Compared with the third quarter, the fourth quarter Monetary Policy Committee regular meeting added the statement of " preventing idle capital " :
"Enrich and improve the monetary policy toolbox, carry out macedonia phone number list government bond trading, and pay attention to changes in longterm yields. Smooth the monetary policy transmission mechanism, improve the efficiency of fund use, and prevent idle funds."
Huachuang Securities cited data tracking and found that in the past months, the scale of new deposits of nonbank institutions was about trillion yuan, and nonbank institutions injected about . trillion yuan into the real economy.
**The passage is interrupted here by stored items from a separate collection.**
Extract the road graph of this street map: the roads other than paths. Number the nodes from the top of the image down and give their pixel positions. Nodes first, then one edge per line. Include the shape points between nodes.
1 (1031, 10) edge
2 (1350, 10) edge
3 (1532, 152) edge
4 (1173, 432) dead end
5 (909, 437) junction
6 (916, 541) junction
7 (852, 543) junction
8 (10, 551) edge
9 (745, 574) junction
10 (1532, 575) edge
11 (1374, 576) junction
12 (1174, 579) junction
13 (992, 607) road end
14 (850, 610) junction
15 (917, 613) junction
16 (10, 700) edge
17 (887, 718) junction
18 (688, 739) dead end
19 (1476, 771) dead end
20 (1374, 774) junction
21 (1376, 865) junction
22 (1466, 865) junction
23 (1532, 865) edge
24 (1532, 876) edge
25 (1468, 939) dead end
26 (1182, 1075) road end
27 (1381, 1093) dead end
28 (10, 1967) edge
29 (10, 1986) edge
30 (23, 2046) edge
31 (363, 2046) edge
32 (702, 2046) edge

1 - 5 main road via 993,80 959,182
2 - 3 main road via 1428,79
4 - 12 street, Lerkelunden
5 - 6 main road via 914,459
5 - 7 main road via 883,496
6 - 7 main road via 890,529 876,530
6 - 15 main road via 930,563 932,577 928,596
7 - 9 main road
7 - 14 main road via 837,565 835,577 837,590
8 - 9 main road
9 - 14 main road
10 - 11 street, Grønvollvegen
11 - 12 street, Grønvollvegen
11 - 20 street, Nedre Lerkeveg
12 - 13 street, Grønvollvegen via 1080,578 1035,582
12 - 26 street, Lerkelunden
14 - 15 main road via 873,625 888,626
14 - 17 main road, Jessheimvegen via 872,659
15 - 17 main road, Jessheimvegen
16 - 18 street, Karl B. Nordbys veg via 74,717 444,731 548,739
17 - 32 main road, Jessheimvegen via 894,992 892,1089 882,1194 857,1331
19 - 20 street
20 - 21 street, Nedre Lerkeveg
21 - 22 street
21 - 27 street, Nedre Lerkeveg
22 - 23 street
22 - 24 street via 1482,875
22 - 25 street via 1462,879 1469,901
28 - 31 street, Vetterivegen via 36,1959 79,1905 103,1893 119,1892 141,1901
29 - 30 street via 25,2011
The new deposits were significantly higher than the new injections into the real economy, which may reflect the current accumulation of funds in nonbank institutions.
Compared with the third quarter, the fourth quarter Monetary Policy Committee regular meeting added the statement of " preventing idle capital " :
"Enrich and improve the monetary policy toolbox, carry out macedonia phone number list government bond trading, and pay attention to changes in longterm yields. Smooth the monetary policy transmission mechanism, improve the efficiency of fund use, and prevent idle funds."
Huachuang Securities cited data tracking and found that in the past months, the scale of new deposits of nonbank institutions was about trillion yuan, and nonbank institutions injected about . trillion yuan into the real economy. The new deposits were significantly higher than the new injections into the real economy, which may reflect the current accumulation of funds in nonbank institutions.